Budgeting: single momming in the time of Corona – how to budget with no income

Single momming in the time of Corona – how to budget with no income, Alifeleadsimply budgeting advice for single moms
Single momming in the time of Corona – how to budget with no income, Alifeleadsimply budgeting advice for single moms

I have been putting this off for months. Read any survival guide, how-to post or any form of advice given to a new single mom and one of the first things you are urged to do is create a budget. I know this. I preach this. And yet, when it came to my own life, I just couldn’t get myself to do it.

At first, I didn’t want to because that would mean that I was facing the fact that my marriage was over. Also, financially I was doing ok. My business was going swimmingly, I had a nice emergency fund saved up and my future looked good. Then, COVID-19 struck, and in a matter of weeks my emergency fund was reduced to an emergency itself, and I had no guarantee of any income in the near future.

This change in circumstances made me scared to even think of tackling a budget. How do you work out how much money you need when you have limited or no means of actually making that money? My income was close to non-existent, but my expenses were very real.

After 10 weeks, I scraped together enough guts to work out my budget. Not a pretty picture, I can assure you. But after doing it, I feel a bit more focussed. I know I have a huge shortfall, but that also means I can focus on the things that will (hopefully) bring in the most money.

By structuring my finances, I could identify the things that are leaching money, and where I mindlessly spend. By writing down my sources of income I could identify which streams bring in less than what they are costing me, even just timewise, and which ones would benefit if I focussed on them more. I got a clear picture of where I could scale and were I should scale back.

So how did I do it? Keep in mind, I have very little income, and not even a whisper of a promise for any steady income to come. What I do have, is definite expenses, so I started there.

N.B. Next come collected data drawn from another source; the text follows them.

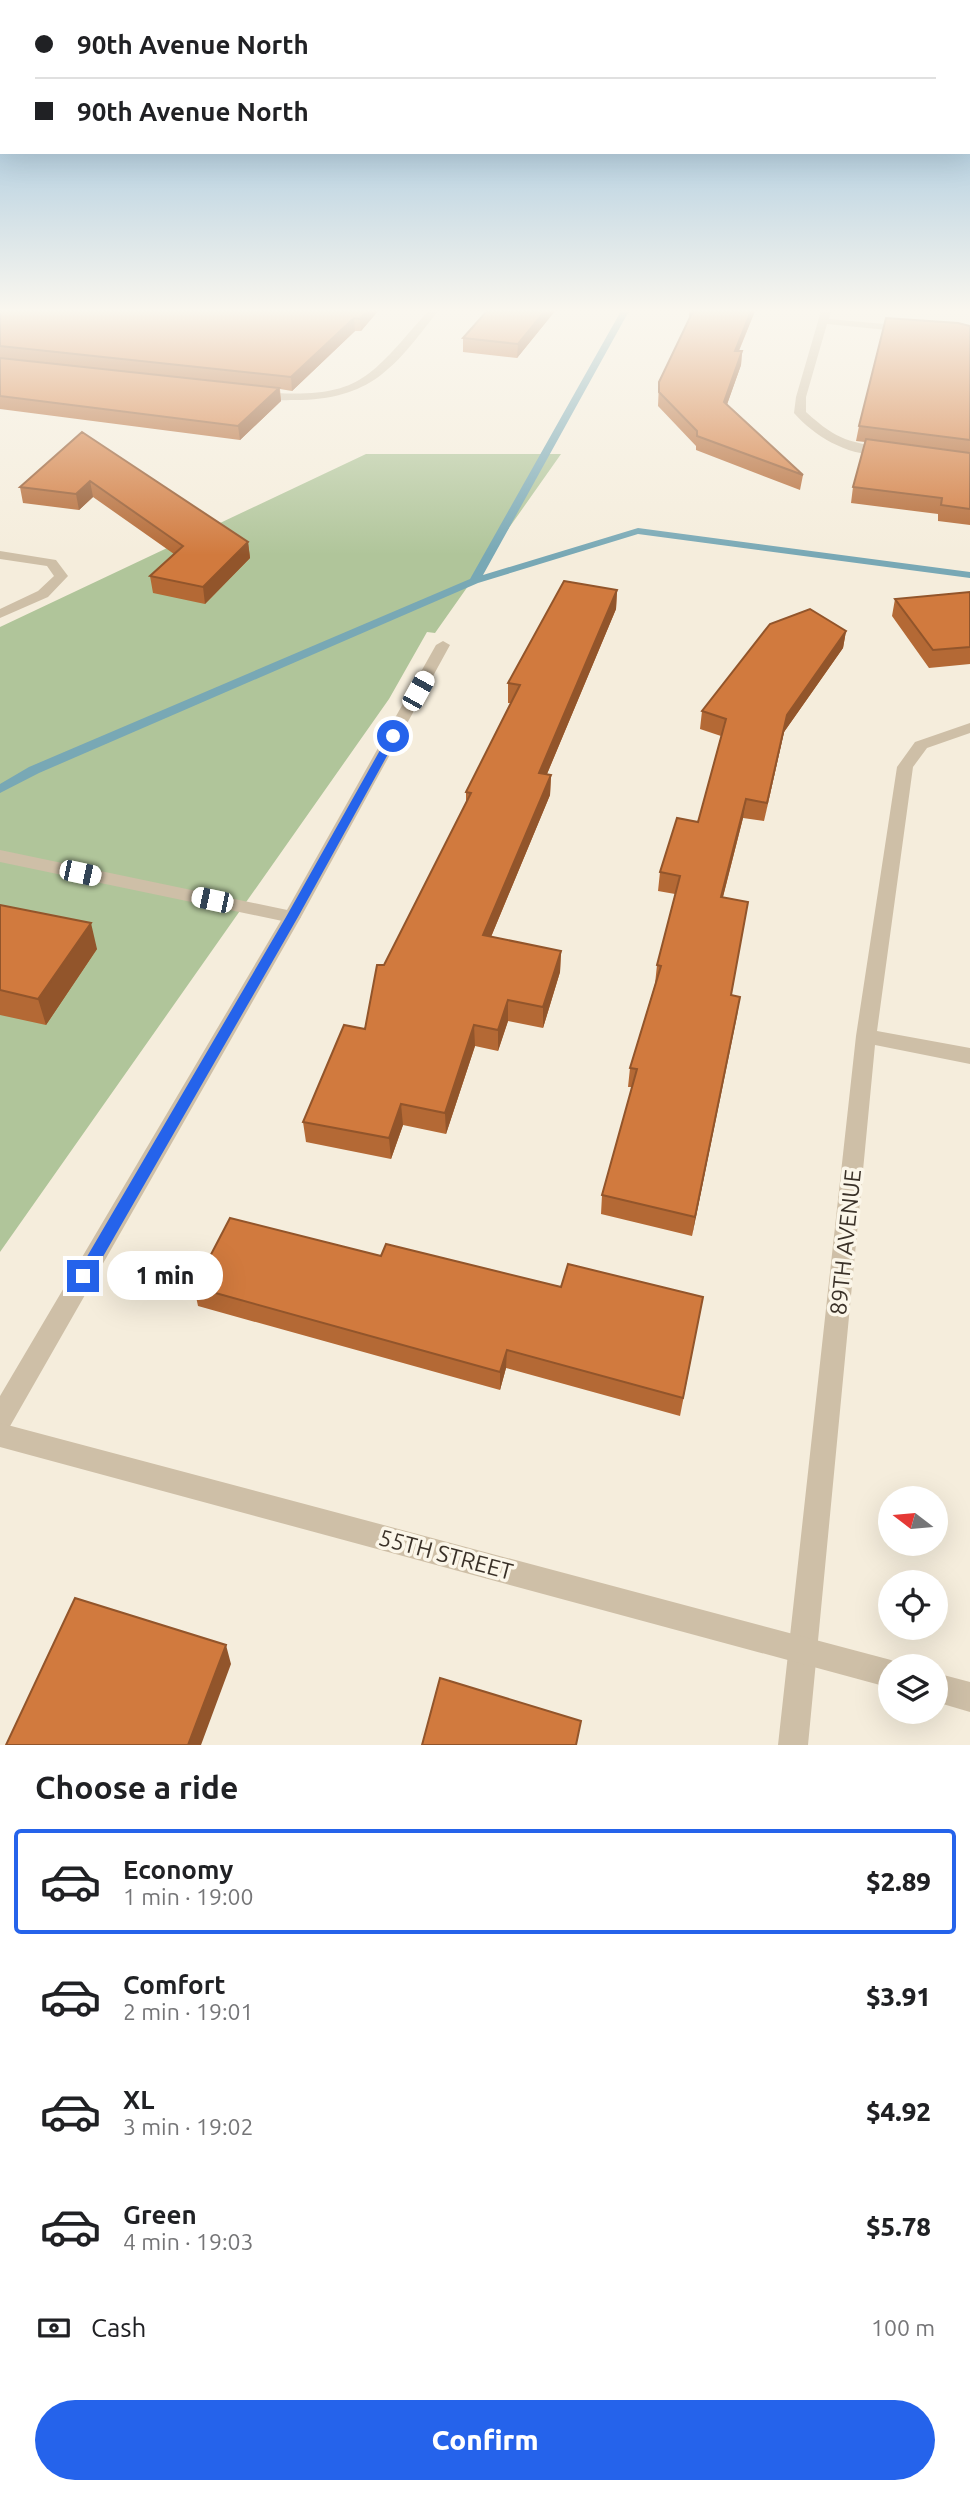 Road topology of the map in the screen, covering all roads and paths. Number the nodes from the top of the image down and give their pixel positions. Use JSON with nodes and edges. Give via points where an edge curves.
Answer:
{"nodes":[{"id":1,"x":334,"y":392,"type":"edge"},
{"id":2,"x":802,"y":392,"type":"edge"},
{"id":3,"x":247,"y":394,"type":"edge"},
{"id":4,"x":901,"y":454,"type":"edge"},
{"id":5,"x":0,"y":555,"type":"edge"},
{"id":6,"x":0,"y":614,"type":"edge"},
{"id":7,"x":443,"y":645,"type":"dead end"},
{"id":8,"x":970,"y":728,"type":"edge"},
{"id":9,"x":0,"y":856,"type":"edge"},
{"id":10,"x":292,"y":917,"type":"junction"},
{"id":11,"x":866,"y":1036,"type":"junction"},
{"id":12,"x":970,"y":1056,"type":"edge"},
{"id":13,"x":0,"y":1420,"type":"edge"},
{"id":14,"x":0,"y":1435,"type":"edge"},
{"id":15,"x":804,"y":1650,"type":"junction"},
{"id":16,"x":878,"y":1670,"type":"edge"},
{"id":17,"x":948,"y":1691,"type":"edge"},
{"id":18,"x":970,"y":1697,"type":"edge"},
{"id":19,"x":793,"y":1745,"type":"edge"}],
"edges":[{"from":1,"to":3,"type":"street","via":[[312,397]]},
{"from":2,"to":4,"type":"street","via":[[800,413],[824,436],[860,449]]},
{"from":5,"to":6,"type":"street","via":[[51,563],[61,576],[43,594]]},
{"from":7,"to":10,"type":"street"},
{"from":8,"to":11,"type":"street","name":"89TH AVENUE","via":[[921,745],[905,767]]},
{"from":9,"to":10,"type":"street"},
{"from":10,"to":13,"type":"street"},
{"from":11,"to":12,"type":"street"},
{"from":11,"to":15,"type":"street","name":"89TH AVENUE"},
{"from":14,"to":15,"type":"street","name":"55TH STREET"},
{"from":15,"to":16,"type":"street","name":"55TH STREET"},
{"from":15,"to":19,"type":"street","name":"89TH AVENUE"},
{"from":17,"to":18,"type":"street"}]}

  •  I worked out my bare-bones budget.

This is the amount of money that I need in order to keep myself and the kids alive, fed, clothed, with a roof over our heads. This includes no luxuries, no nice-to-haves, not even things like Netflix (entertainment, at this stage, is a nice to have). Some of the expenses are variable, so I did my best to estimate based on the previous 3 months’ amounts. My running expenses for my bare-bones budget are:

  • Rent
  • Water and electricity
  • Insurance (which I have cut to the bone)
  • Food
  • Petrol money
  • Internet and hosting
  • School

Their dad covers our medical aid and my cell phone, so those two recurring and essential expenses are not for my pocket. Luckily.

  • Added some meat.

These are things that I spend money on every month that are not really a question of life or death but are necessary none the less. Things like the kids’ vitamins and supplements, loan repayments, clothing account payments, and any clothing expenses we might have. I also try to have some money left somewhere for in case there is a medical emergency – our medical aid does not cover medicine, nor visits to the emergency room.

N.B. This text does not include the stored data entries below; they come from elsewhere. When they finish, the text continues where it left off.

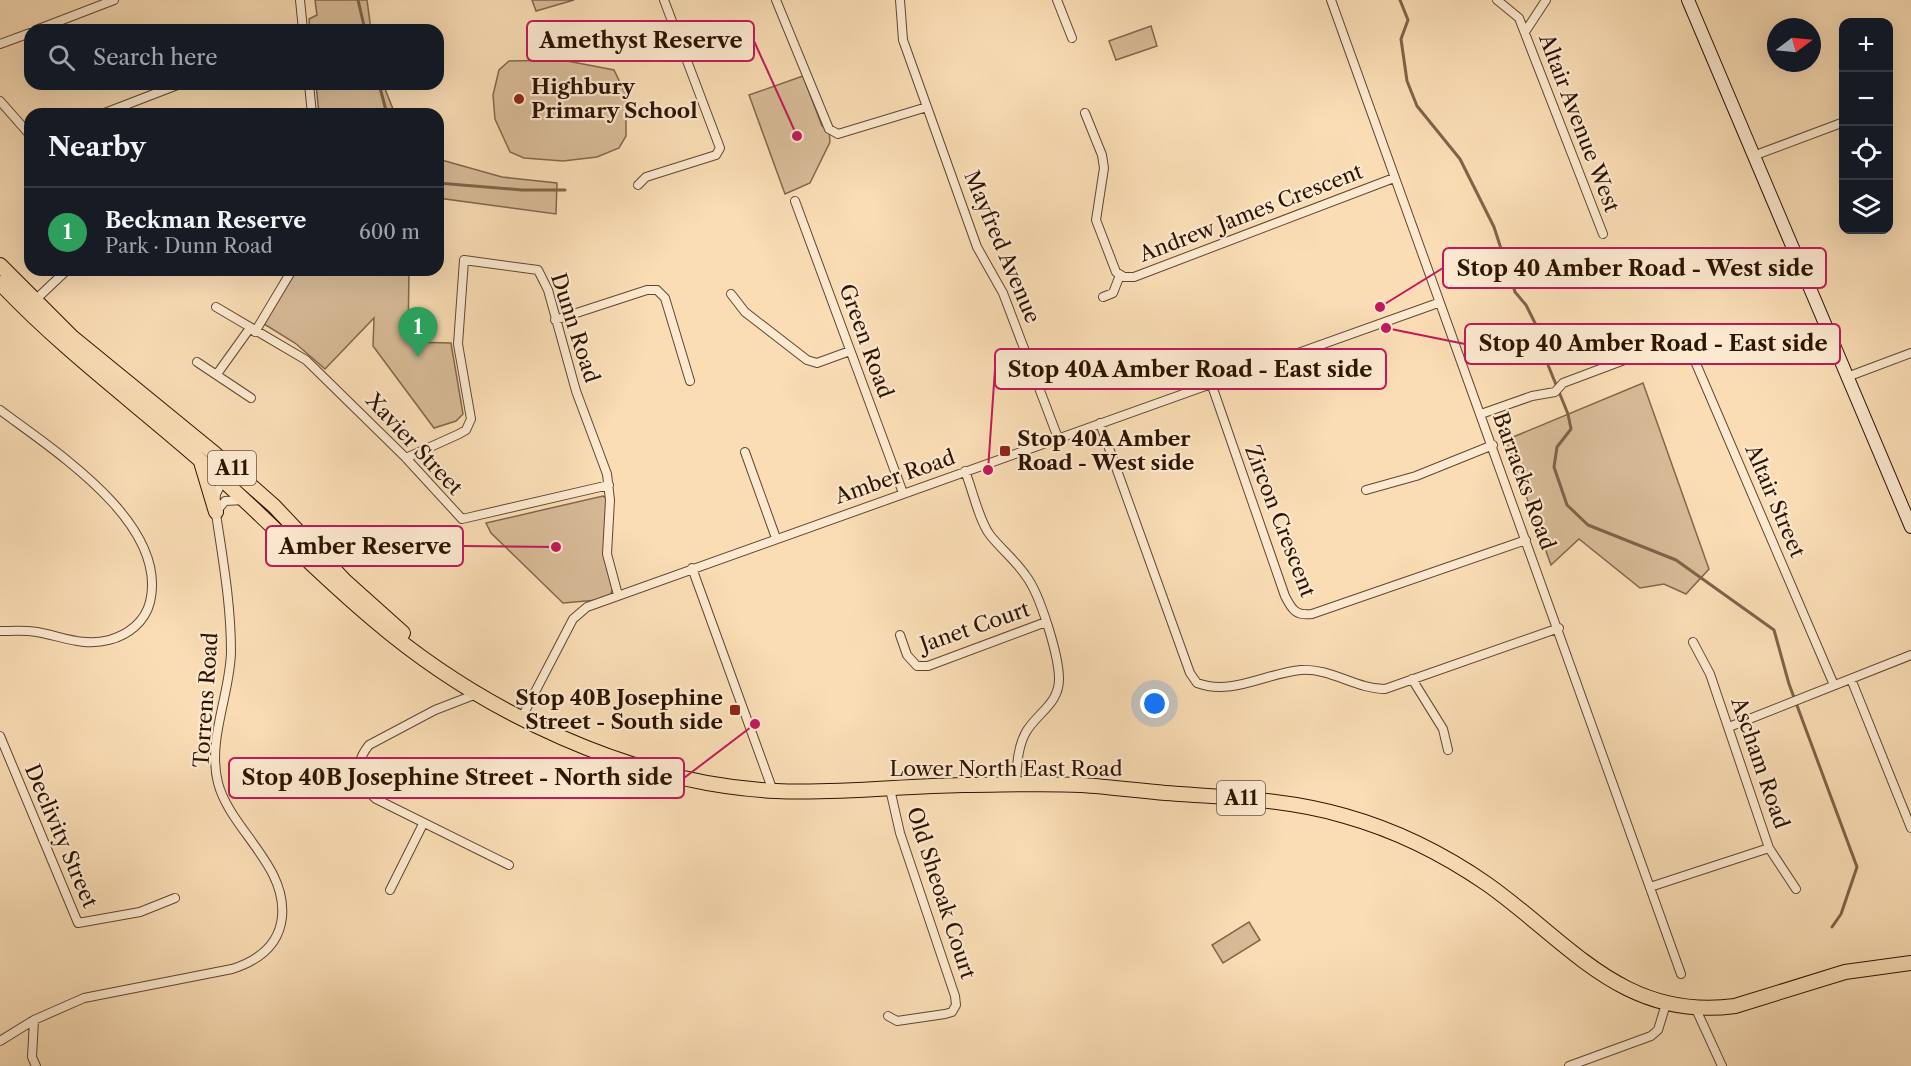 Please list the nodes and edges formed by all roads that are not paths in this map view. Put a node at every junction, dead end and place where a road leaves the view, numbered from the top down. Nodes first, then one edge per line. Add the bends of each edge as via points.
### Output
1 (114, 0) edge
2 (300, 0) edge
3 (664, 0) edge
4 (776, 0) edge
5 (900, 0) edge
6 (1057, 0) edge
7 (1332, 0) edge
8 (1497, 0) edge
9 (1546, 0) edge
10 (1688, 0) edge
11 (52, 24) edge
12 (302, 24) edge
13 (1525, 32) junction
14 (24, 35) edge
15 (1072, 38) dead end
16 (0, 44) edge
17 (164, 90) edge
18 (310, 90) edge
19 (0, 101) edge
20 (927, 107) junction
21 (118, 108) edge
22 (311, 108) edge
23 (1085, 113) dead end
24 (1839, 124) edge
25 (24, 128) edge
26 (1753, 156) junction
27 (1394, 178) junction
28 (638, 185) dead end
29 (795, 201) dead end
30 (1603, 234) dead end
31 (0, 265) edge
32 (1120, 275) junction
33 (61, 276) edge
34 (288, 276) edge
35 (0, 283) edge
36 (731, 294) dead end
37 (1103, 297) dead end
38 (1438, 303) junction
39 (30, 305) junction
40 (216, 307) dead end
41 (555, 320) junction
42 (253, 330) junction
43 (1682, 332) dead end
44 (850, 351) junction
45 (1911, 353) edge
46 (1627, 359) dead end
47 (197, 362) dead end
48 (218, 374) junction
49 (1847, 377) junction
50 (690, 381) dead end
51 (1210, 383) junction
52 (251, 398) dead end
53 (0, 410) edge
54 (1481, 414) junction
55 (1100, 423) junction
56 (1058, 438) junction
57 (1493, 445) junction
58 (745, 452) dead end
59 (406, 458) junction
60 (200, 460) junction
61 (232, 469) junction
62 (965, 471) junction
63 (222, 480) junction
64 (609, 486) junction
65 (1366, 490) dead end
66 (903, 493) junction
67 (244, 500) junction
68 (216, 512) junction
69 (1911, 527) edge
70 (776, 538) junction
71 (1526, 540) junction
72 (692, 568) junction
73 (618, 595) junction
74 (1046, 622) junction
75 (1559, 628) junction
76 (0, 631) edge
77 (900, 634) dead end
78 (1693, 642) dead end
79 (1911, 655) edge
80 (1412, 679) junction
81 (1851, 679) junction
82 (456, 680) junction
83 (1834, 685) junction
84 (479, 693) junction
85 (522, 717) junction
86 (1729, 727) junction
87 (0, 736) edge
88 (1449, 750) dead end
89 (1016, 785) junction
90 (890, 789) junction
91 (773, 791) junction
92 (423, 824) junction
93 (1911, 828) edge
94 (1769, 848) junction
95 (509, 865) dead end
96 (1650, 886) junction
97 (1796, 889) dead end
98 (390, 890) dead end
99 (175, 898) dead end
100 (1911, 963) edge
101 (1681, 974) dead end
102 (1666, 1004) junction
103 (1695, 1006) junction
104 (888, 1016) dead end
105 (34, 1020) junction
106 (0, 1041) edge
107 (36, 1066) edge
108 (1569, 1066) edge
109 (1722, 1066) edge

1 - 11 street
2 - 12 street
3 - 28 street via 720,148 716,155 646,177
4 - 20 street via 829,129 838,134
5 - 20 street, Mayfred Avenue via 903,40
6 - 15 street
7 - 27 street, Barracks Road
8 - 13 street, Altair Avenue West via 1519,18
9 - 13 street
10 - 26 main road
13 - 30 street, Altair Avenue West
14 - 16 street
17 - 21 street
18 - 22 street
19 - 25 street
20 - 56 street, Mayfred Avenue via 977,247 1003,293
23 - 32 street, Andrew James Crescent via 1104,168 1096,220
24 - 26 street
26 - 49 main road
27 - 32 street, Andrew James Crescent via 1134,277
27 - 38 street, Barracks Road
29 - 44 street, Green Road
31 - 39 main road, Lower North East Road / A11
32 - 37 street, Andrew James Crescent via 1113,293
33 - 39 street
34 - 42 street
35 - 39 main road, Lower North East Road / A11
36 - 44 street via 744,312 807,360 817,363
38 - 51 street, Amber Road
38 - 54 street, Barracks Road
39 - 60 main road, Lower North East Road / A11 via 64,347
39 - 61 main road, Lower North East Road / A11
40 - 42 street, Xavier Street
41 - 50 street via 657,290 665,298
41 - 59 street, Dunn Road via 548,290 538,270 464,260 458,344 471,419 459,434
41 - 64 street, Dunn Road
42 - 48 street
42 - 59 street, Xavier Street via 306,360
43 - 83 street, Altair Street
44 - 66 street, Green Road
45 - 49 street
46 - 54 street via 1563,383 1555,392
47 - 48 street
48 - 52 street
49 - 69 main road
51 - 55 street, Amber Road
51 - 71 street, Zircon Crescent via 1285,596 1292,610 1301,615
53 - 76 street via 91,479 138,538 153,574 144,616 136,627 110,640 89,643 38,632
54 - 57 street, Barracks Road
55 - 56 street, Amber Road
55 - 80 street via 1190,673 1197,683 1231,687 1302,670 1325,672 1373,689
56 - 62 street, Amber Road
57 - 65 street via 1416,476
57 - 71 street, Barracks Road
58 - 70 street
59 - 64 street, Xavier Street via 462,519
60 - 63 main road, Lower North East Road / A11
60 - 68 main road
61 - 63 street
61 - 82 main road, Lower North East Road / A11 via 282,513 345,581
62 - 66 street, Amber Road
62 - 74 street via 989,534 1029,579
63 - 67 main road, Lower North East Road / A11
63 - 68 street, Torrens Road via 216,494
64 - 73 street, Dunn Road via 607,554
66 - 70 street, Amber Road
67 - 68 street via 227,500
67 - 82 main road, Lower North East Road / A11 via 372,619
68 - 105 street, Torrens Road via 228,587 231,653 217,736 218,782 226,805 274,878 282,916 278,933 261,957 248,964 84,998
70 - 72 street, Amber Road
71 - 75 street, Barracks Road
72 - 73 street, Amber Road
72 - 91 street
73 - 85 street, Amber Road via 587,607 573,619
74 - 77 street, Janet Court via 928,666 917,666 907,655
74 - 89 street via 1059,680 1055,698 1027,730 1022,742
75 - 80 street
75 - 96 street, Barracks Road
78 - 86 street, Ascham Road via 1710,674
79 - 81 street
80 - 88 street via 1443,729
81 - 83 street
81 - 93 street
82 - 84 main road, Lower North East Road / A11
83 - 86 street
84 - 85 main road, Lower North East Road / A11
84 - 92 street via 400,727 362,753 358,774 365,789
85 - 91 main road, Lower North East Road / A11 via 602,755 653,772 733,788
86 - 94 street, Ascham Road
87 - 99 street, Declivity Street via 78,923 140,912
89 - 90 main road, Lower North East Road / A11
89 - 102 main road, Lower North East Road / A11 via 1080,785 1283,800 1348,816 1406,838 1467,871 1580,960 1636,994
90 - 91 main road, Lower North East Road / A11 via 834,793
90 - 104 street, Old Sheoak Court via 900,833 956,1005 952,1012 897,1022
92 - 95 street
92 - 98 street
94 - 96 street, Ascham Road
94 - 97 street
96 - 101 street, Barracks Road
100 - 103 main road, Lower North East Road / A11 via 1845,972 1735,1006
102 - 103 main road, Lower North East Road / A11
102 - 108 street via 1658,1030 1652,1036
103 - 109 street
105 - 106 street, Torrens Road
105 - 107 street via 32,1057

  • Worked out how much I needed to supplement my current income with.

By adding the above two sections’ totals together, I got a round figure of what I needed every month. I then wrote down all of my income streams, and the bare minimum I can expect from them for the coming month. By subtracting my expenses from my income, I got a nice number of what I needed to supplement my current income with in order to stay afloat. Yeah, I felt really good about myself at this stage…

  • Took a long hard look at my bare-bones budget, and at the meat.

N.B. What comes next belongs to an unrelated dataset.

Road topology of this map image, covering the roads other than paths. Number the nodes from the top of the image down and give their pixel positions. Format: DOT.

With the shock of what I needed to break even very fresh in my mind I could critically look at my expenses and rather objectively decide what should or could be cut. Our food expenses had to be halved, as far as possible. No more just driving – petrol money had to be halved. Electricity needs to be saved in any way possible (nice, with winter only starting now!). No more take-outs (luckily not a big thing in any way, or unluckily, since now it will not make that big a difference in my bottom line). This trimmed about R3000 from my bottom line, and at this stage that makes a huge difference!

  • Made arrangements for payment-holidays where I could.

After knowing what I needed and what I have to work with, I contacted my bank, our landlord, and a few other people to ask for payment holidays. Most were accommodating – I got a nice cut in our rent, but only for 3 months – but not all. Still, the ones who agreed to a break in payments are contributing to my potential success of making it through this crisis.

  • Stopped panicking.

The situation is dire, I know. My emergency fund can carry us for a month, maybe two if I stretch it. My income is trickling in while I need a running stream. But I also realised that panicking is not going to make any of this better. It is not going to give me money in the bank, or a reduction in debt. it is only going to make me negative, anxious, and in the end depressed. So for now I am focussing on what I can control, and for the rest – let go and let God.



The crisis is long from over, and I have no idea how we are going to survive the coming months. What has changed is the fact that I have a number that I need to reach. When I get there, I know we are safe for another month. I can set smaller financial goals, smaller steppingstones, to get ahead. And when this is all over, I can build from there. Working out my budget has given me a life raft.